サイファとシヴァにはちゃんとした生年月日があるので彼らが50歳を超えたときには非常に感慨深く、2月4日を迎えたものです(本当に好きだから生年月日が言える)

最初は私より年上だったのにねえ…漫画ではピッチピチの17歳とか18歳。

私だけじゃないでしょうけど、ある程度話が進むとどっちがサイファでどっちがシヴァか、わかるようになるんですよ。

 

この漫画のすごいところの一つに、本当にNYに生きている人を描いているから、日本との違いを全然描写しないの。だから作中で2歳違うアニスが双子と同じクラスを受けるとか特に学年の違いを感じさせないことの不思議さがわからず、年齢が違うことに気づいたのが随分先だったり。双子が俳優としてどんな立ち位置なのかもぼんやりにしかわからないけれど、勝手に「リヴァー・フェニックス未満」と思っていました。

もう一つすごいところは、背景描写の精密さ。NYの風景も後々テレビで見ていたら「CIPHERで見た!」ってところがすぐにわかるくらいだし、家の内装もNYのフラットや郊外の家の内装そのままなんですよね。ちゃんと取材されている。

この漫画で相当鍛えられているから、背景が雑な顔マンガが許せない人になってしまうという…でもCIPHERも終盤に先生が体調を崩されたりスケジュールが間に合わないとかで本誌で背景が死んだ瞬間とかありましたけどね。こういう余計なことも覚えています。

 

もちろんここからの話の流れもよく知っているのですが、読み直すと再発見とかあるだろうな。数年前に読み返したときは、4巻あたりのサイファの心の機微にこっちがキュンキュンするわ!と床の上を転げ回りましたが、いまは7巻以降の鬱展開とか人間関係にぐっとくるんだろうなあ。愛蔵版では…とにかく真ん中??

一緒に続編に当たる「ALEXANDRITE」も文庫版の電子書籍が半額だったので買いました。あれ、なぜかラストの試合が終わったところをなんでもないときに思い出します。

 NY、コロンビア大学の学生たちの日々の営みがこれまた丁寧に描かれていて、とても贅沢な作品だと思います。いまどきの少女漫画にはそんなにないっしょ。しらんけど。

 

いまの漫画(特に少女漫画にカテゴライズされるもの)はそんなに読まないから絵のふるさとかわかんないけど、一つの歴史が刻まれていると云っても過言じゃないと思うので、電子書籍でも買ってよかった。愛蔵版はカラー原稿も再現されているし。毎月カラー原稿があることもあったとかすごいな。
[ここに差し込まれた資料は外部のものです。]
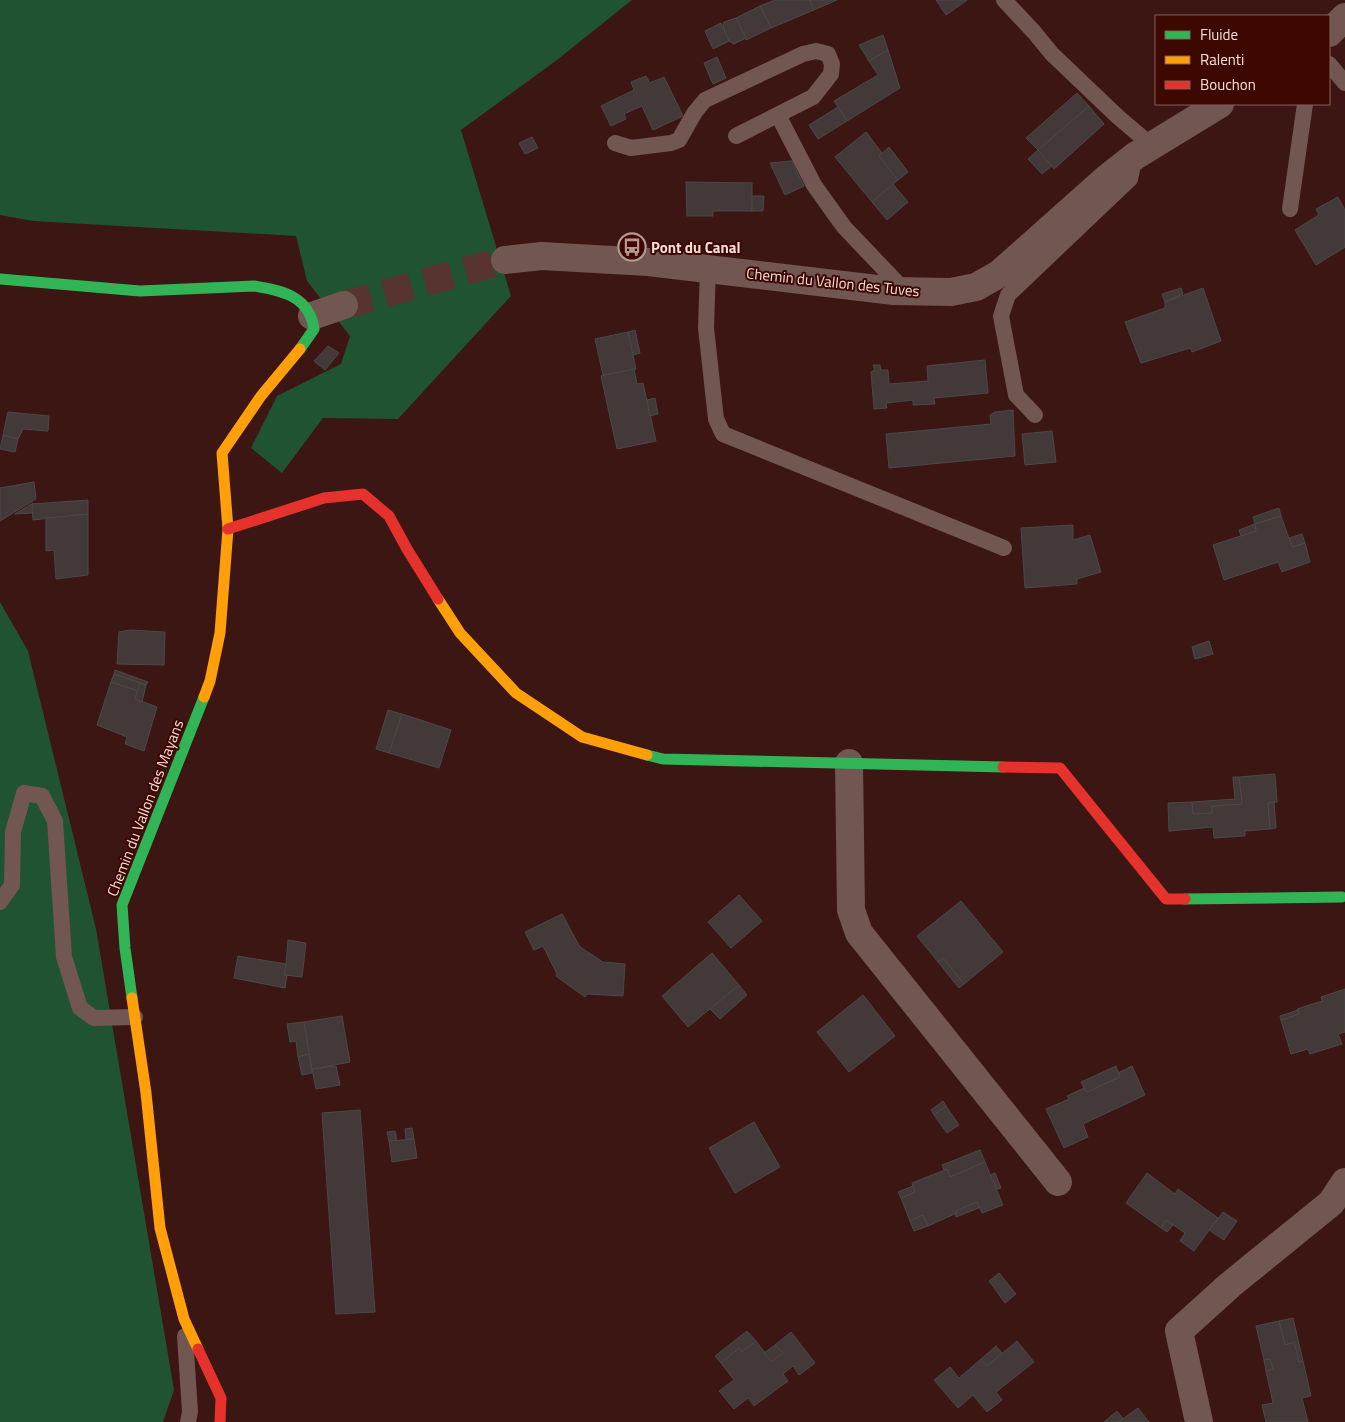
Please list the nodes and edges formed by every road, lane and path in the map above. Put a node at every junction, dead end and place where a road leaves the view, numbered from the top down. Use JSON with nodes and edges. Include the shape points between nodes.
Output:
{"nodes":[{"id":1,"x":1004,"y":0,"type":"edge"},
{"id":2,"x":1345,"y":16,"type":"edge"},
{"id":3,"x":1330,"y":32,"type":"edge"},
{"id":4,"x":1330,"y":65,"type":"edge"},
{"id":5,"x":1345,"y":84,"type":"edge"},
{"id":6,"x":1218,"y":105,"type":"edge"},
{"id":7,"x":1304,"y":105,"type":"edge"},
{"id":8,"x":778,"y":115,"type":"junction"},
{"id":9,"x":736,"y":136,"type":"dead end"},
{"id":10,"x":615,"y":143,"type":"dead end"},
{"id":11,"x":1143,"y":150,"type":"junction"},
{"id":12,"x":1290,"y":209,"type":"dead end"},
{"id":13,"x":505,"y":260,"type":"tunnel mouth"},
{"id":14,"x":708,"y":268,"type":"junction"},
{"id":15,"x":0,"y":279,"type":"edge"},
{"id":16,"x":905,"y":291,"type":"junction"},
{"id":17,"x":344,"y":305,"type":"tunnel mouth"},
{"id":18,"x":312,"y":316,"type":"junction"},
{"id":19,"x":1035,"y":415,"type":"dead end"},
{"id":20,"x":228,"y":529,"type":"junction"},
{"id":21,"x":1004,"y":548,"type":"dead end"},
{"id":22,"x":848,"y":763,"type":"junction"},
{"id":23,"x":1342,"y":897,"type":"dead end"},
{"id":24,"x":0,"y":902,"type":"edge"},
{"id":25,"x":135,"y":1016,"type":"junction"},
{"id":26,"x":1058,"y":1182,"type":"dead end"},
{"id":27,"x":1345,"y":1182,"type":"edge"},
{"id":28,"x":184,"y":1319,"type":"junction"},
{"id":29,"x":188,"y":1422,"type":"edge"},
{"id":30,"x":220,"y":1422,"type":"edge"},
{"id":31,"x":1199,"y":1422,"type":"edge"}],
"edges":[{"from":1,"to":11,"type":"lane","via":[[1052,54],[1117,116]]},
{"from":2,"to":3,"type":"street"},
{"from":4,"to":5,"type":"lane"},
{"from":6,"to":11,"type":"street","name":"Chemin du Vallon des Tuves"},
{"from":7,"to":12,"type":"lane"},
{"from":8,"to":9,"type":"lane"},
{"from":8,"to":10,"type":"lane","via":[[813,97],[831,74],[828,54],[816,51],[803,54],[705,100],[679,140],[670,144],[631,148]]},
{"from":8,"to":16,"type":"lane","via":[[819,192],[844,226]]},
{"from":11,"to":16,"type":"street","name":"Chemin du Vallon des Tuves","via":[[999,274],[976,287],[951,292]]},
{"from":11,"to":19,"type":"lane","via":[[1130,179],[1008,295],[1001,316],[1016,395]]},
{"from":13,"to":14,"type":"street","name":"Chemin du Vallon des Tuves","via":[[542,256]]},
{"from":14,"to":16,"type":"street","name":"Chemin du Vallon des Tuves"},
{"from":14,"to":21,"type":"lane","via":[[706,328],[716,419],[723,434]]},
{"from":15,"to":18,"type":"street","via":[[140,291],[254,286],[290,295]]},
{"from":17,"to":18,"type":"street"},
{"from":18,"to":20,"type":"street","name":"Chemin du Vallon des Mayans","via":[[314,329],[307,341],[261,396],[222,453]]},
{"from":20,"to":22,"type":"street","via":[[324,498],[363,494],[389,516],[460,633],[516,693],[582,737],[663,759]]},
{"from":20,"to":25,"type":"street","name":"Chemin du Vallon des Mayans","via":[[220,633],[210,681],[122,905]]},
{"from":22,"to":23,"type":"street","via":[[1060,768],[1166,899]]},
{"from":22,"to":26,"type":"street","via":[[851,910],[859,933]]},
{"from":24,"to":25,"type":"lane","via":[[12,885],[14,832],[24,793],[42,796],[55,821],[64,957],[80,1008],[94,1018]]},
{"from":25,"to":28,"type":"street","name":"Chemin du Vallon des Mayans","via":[[160,1228]]},
{"from":27,"to":31,"type":"street","via":[[1331,1203],[1230,1284],[1179,1331]]},
{"from":28,"to":29,"type":"lane"},
{"from":28,"to":30,"type":"street","name":"Chemin du Vallon des Mayans","via":[[222,1398]]}]}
1巻でハマって、お小遣いを集めたり親を説得したりして既刊の5巻まで買うの楽しくて嬉しかったなー。4巻がどこに行ってもなかったり。その合間に妹が3巻にサンリオのシールを貼りやがって未だに貼られたままです。

 

愛蔵版と単行本の話がごっちゃになっていますね。

一番好きな表紙はロココ調の衣装を着た泥だらけのアニスが寝ているのを同じ時代のコスプレをしているサイファが見ているやつ。あれもフルカラーで見られるのは嬉しい!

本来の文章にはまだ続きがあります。